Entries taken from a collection
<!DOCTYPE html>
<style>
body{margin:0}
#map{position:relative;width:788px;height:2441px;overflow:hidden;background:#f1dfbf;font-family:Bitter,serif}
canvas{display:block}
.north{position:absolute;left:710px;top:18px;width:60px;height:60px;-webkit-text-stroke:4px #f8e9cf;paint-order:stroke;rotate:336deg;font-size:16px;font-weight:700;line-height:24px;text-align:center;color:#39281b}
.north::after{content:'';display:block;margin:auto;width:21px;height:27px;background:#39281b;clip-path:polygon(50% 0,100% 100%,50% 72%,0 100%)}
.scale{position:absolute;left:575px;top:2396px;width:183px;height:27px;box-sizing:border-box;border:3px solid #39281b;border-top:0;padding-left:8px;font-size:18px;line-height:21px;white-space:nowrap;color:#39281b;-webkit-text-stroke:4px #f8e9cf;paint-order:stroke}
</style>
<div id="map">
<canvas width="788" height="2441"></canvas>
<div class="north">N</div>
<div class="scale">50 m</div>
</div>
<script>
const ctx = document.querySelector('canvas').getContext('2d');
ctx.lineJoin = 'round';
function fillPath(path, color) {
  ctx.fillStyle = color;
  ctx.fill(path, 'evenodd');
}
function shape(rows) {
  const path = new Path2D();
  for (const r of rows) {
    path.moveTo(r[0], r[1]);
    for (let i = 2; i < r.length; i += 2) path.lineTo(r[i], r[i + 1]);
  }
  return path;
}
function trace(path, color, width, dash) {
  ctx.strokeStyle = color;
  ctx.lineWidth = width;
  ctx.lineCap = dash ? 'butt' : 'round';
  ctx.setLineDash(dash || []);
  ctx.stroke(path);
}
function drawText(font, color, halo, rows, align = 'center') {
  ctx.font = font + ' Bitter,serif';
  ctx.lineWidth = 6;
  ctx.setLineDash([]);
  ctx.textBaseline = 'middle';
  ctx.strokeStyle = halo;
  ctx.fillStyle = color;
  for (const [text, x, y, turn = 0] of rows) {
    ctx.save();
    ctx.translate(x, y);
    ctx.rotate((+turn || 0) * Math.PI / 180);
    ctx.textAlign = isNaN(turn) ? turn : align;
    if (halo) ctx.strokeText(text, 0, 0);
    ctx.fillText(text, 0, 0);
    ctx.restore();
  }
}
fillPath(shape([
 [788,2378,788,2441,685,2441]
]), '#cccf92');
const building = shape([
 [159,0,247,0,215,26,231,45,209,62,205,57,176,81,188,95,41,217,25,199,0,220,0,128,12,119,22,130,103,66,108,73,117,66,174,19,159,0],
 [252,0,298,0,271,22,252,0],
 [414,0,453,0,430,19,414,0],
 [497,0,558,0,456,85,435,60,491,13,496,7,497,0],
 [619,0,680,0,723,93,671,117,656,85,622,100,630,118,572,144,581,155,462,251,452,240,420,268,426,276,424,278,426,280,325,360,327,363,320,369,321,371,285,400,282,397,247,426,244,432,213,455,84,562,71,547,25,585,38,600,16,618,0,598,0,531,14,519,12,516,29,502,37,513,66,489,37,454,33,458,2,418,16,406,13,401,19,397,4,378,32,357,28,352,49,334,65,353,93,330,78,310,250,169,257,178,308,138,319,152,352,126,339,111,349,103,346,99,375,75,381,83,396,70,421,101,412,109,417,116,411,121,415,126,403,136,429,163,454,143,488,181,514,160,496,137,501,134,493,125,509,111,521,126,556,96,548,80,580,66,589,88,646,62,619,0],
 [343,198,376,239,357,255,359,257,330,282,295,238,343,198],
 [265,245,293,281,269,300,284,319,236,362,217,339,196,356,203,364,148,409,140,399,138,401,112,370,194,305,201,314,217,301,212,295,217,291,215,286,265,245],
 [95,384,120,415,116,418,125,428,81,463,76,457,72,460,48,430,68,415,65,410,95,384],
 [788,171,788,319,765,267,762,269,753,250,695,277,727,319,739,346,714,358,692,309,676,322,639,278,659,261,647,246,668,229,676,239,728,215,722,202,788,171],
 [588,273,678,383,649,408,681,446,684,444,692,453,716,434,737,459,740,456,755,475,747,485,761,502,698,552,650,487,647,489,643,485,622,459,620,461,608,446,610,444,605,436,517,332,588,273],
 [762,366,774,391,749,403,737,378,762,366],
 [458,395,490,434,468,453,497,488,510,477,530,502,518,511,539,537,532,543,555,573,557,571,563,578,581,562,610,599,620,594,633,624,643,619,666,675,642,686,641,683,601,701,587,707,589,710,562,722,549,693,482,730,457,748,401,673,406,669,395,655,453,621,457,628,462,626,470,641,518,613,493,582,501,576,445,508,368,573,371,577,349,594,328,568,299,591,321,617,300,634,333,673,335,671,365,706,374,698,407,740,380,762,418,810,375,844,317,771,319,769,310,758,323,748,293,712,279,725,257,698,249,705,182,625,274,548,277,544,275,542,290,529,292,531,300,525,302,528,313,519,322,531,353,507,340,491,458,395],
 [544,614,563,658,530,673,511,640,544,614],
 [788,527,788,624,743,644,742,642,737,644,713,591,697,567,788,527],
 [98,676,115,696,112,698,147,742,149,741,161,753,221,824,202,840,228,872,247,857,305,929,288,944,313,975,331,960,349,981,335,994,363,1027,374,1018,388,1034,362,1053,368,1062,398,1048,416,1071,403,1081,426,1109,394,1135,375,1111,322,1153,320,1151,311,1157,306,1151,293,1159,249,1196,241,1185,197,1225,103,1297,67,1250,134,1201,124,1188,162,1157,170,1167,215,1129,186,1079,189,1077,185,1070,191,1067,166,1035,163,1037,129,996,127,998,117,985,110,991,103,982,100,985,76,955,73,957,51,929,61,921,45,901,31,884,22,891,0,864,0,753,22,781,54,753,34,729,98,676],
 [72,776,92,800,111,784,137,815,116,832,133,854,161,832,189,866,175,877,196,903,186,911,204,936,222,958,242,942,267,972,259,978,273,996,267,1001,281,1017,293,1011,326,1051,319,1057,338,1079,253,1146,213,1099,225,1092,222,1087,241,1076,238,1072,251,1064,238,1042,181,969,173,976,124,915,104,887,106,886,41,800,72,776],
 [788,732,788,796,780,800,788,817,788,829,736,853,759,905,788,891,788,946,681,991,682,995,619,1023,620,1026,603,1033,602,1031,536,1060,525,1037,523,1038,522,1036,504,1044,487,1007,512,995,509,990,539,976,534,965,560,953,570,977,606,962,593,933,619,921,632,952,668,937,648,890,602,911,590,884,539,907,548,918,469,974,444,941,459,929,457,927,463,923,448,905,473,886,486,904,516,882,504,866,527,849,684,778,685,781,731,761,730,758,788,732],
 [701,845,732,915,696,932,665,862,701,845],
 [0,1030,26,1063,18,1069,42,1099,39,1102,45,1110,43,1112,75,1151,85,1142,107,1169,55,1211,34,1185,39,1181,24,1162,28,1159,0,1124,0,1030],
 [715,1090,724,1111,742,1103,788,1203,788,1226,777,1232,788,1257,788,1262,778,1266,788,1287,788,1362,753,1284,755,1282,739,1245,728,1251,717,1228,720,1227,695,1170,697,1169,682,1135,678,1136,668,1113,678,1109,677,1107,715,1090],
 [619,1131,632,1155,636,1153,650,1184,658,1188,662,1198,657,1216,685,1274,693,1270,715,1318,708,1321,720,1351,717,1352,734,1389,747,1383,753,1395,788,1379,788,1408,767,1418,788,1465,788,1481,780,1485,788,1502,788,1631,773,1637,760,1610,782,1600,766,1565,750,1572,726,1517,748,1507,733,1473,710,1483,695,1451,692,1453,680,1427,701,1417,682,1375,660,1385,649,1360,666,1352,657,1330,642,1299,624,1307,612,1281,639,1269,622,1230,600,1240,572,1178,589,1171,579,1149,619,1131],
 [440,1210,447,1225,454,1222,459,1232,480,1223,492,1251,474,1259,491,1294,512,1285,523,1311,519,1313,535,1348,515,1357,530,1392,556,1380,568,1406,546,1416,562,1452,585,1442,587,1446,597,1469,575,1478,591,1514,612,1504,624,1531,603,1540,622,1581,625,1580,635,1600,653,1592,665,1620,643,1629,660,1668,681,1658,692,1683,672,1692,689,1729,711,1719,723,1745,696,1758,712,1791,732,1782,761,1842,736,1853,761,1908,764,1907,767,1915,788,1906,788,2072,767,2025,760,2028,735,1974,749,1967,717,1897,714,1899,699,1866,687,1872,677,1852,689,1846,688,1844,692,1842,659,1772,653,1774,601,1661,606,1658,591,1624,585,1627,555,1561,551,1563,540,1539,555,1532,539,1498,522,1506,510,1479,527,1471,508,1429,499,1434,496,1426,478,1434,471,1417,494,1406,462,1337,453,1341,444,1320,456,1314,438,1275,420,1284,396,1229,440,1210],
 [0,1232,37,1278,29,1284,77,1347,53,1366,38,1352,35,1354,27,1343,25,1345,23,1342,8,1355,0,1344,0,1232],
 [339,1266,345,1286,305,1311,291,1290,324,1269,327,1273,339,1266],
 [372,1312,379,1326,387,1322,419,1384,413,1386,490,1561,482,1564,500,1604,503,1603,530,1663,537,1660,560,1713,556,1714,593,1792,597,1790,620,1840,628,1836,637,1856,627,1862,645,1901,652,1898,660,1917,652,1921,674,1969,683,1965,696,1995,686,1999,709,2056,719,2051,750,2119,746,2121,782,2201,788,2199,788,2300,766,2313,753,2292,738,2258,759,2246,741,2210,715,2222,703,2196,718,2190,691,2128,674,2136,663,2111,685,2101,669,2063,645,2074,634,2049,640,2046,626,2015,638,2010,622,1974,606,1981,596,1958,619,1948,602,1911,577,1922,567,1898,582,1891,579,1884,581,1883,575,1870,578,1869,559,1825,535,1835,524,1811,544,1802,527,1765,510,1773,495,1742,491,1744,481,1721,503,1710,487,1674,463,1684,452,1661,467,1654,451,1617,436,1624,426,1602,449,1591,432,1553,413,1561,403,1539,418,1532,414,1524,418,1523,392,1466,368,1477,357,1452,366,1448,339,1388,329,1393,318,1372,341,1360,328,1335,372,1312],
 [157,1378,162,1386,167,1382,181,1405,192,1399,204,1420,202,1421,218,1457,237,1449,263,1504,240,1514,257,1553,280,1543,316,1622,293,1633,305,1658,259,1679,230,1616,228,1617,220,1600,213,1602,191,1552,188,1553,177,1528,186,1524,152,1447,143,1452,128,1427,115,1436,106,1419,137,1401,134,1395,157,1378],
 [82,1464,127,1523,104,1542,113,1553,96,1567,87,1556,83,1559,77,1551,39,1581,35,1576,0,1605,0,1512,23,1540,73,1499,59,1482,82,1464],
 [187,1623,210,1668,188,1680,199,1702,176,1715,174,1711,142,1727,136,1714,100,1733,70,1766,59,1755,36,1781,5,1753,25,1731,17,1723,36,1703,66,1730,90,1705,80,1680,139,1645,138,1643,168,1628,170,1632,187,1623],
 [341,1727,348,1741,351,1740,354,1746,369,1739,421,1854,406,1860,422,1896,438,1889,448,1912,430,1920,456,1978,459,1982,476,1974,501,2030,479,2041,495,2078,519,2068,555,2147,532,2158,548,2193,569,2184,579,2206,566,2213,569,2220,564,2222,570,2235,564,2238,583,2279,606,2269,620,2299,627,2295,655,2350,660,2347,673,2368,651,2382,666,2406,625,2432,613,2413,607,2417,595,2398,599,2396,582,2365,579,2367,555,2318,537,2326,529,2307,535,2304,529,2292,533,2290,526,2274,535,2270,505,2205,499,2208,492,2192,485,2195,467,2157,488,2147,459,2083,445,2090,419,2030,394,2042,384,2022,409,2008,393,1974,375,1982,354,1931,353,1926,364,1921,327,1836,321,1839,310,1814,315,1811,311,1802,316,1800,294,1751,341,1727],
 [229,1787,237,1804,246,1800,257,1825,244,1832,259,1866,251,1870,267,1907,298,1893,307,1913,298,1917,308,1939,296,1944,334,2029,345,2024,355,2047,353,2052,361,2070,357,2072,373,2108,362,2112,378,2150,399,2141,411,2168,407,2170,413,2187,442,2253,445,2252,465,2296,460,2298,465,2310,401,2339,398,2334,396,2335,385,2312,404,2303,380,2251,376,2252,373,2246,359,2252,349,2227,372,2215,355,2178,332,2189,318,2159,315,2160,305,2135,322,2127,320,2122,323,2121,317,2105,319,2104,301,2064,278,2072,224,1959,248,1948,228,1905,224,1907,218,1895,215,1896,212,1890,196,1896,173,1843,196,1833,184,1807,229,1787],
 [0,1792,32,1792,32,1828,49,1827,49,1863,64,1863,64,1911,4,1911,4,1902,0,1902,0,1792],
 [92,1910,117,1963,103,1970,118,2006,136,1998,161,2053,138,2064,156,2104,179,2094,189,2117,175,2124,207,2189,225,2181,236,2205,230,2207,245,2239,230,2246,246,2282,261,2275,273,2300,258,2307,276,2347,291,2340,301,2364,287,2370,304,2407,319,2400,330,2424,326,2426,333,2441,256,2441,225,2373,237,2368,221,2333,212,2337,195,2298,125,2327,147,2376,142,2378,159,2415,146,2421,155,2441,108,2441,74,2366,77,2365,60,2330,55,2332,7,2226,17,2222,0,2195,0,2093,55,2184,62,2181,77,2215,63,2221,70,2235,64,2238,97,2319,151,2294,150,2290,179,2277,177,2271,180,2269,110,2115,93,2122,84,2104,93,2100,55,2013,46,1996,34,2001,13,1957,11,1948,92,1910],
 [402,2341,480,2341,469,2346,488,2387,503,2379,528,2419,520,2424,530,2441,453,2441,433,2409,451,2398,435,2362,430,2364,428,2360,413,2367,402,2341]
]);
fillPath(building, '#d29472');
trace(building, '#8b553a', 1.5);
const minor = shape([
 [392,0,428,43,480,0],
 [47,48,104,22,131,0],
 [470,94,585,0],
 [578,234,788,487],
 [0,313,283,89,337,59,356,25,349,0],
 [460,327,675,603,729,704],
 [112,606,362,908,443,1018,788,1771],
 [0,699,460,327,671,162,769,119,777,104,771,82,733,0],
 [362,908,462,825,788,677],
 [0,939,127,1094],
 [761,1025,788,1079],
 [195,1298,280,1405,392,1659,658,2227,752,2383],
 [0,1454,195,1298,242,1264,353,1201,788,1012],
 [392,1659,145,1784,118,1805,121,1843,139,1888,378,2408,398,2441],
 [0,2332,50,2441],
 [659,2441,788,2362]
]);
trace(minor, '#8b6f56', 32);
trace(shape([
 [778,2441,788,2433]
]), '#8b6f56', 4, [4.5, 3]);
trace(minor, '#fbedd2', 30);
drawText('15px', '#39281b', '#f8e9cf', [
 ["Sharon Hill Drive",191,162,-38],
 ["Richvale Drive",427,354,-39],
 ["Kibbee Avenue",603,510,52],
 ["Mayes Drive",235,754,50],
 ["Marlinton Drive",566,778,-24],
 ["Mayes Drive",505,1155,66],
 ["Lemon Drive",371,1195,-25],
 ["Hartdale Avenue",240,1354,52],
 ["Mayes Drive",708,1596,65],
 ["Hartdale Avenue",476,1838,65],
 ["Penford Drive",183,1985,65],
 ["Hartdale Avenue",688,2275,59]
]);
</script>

● **What you should do**
Please give the number of lines above in which the word "rows" appears, without any other text.

● **Exercise response**
4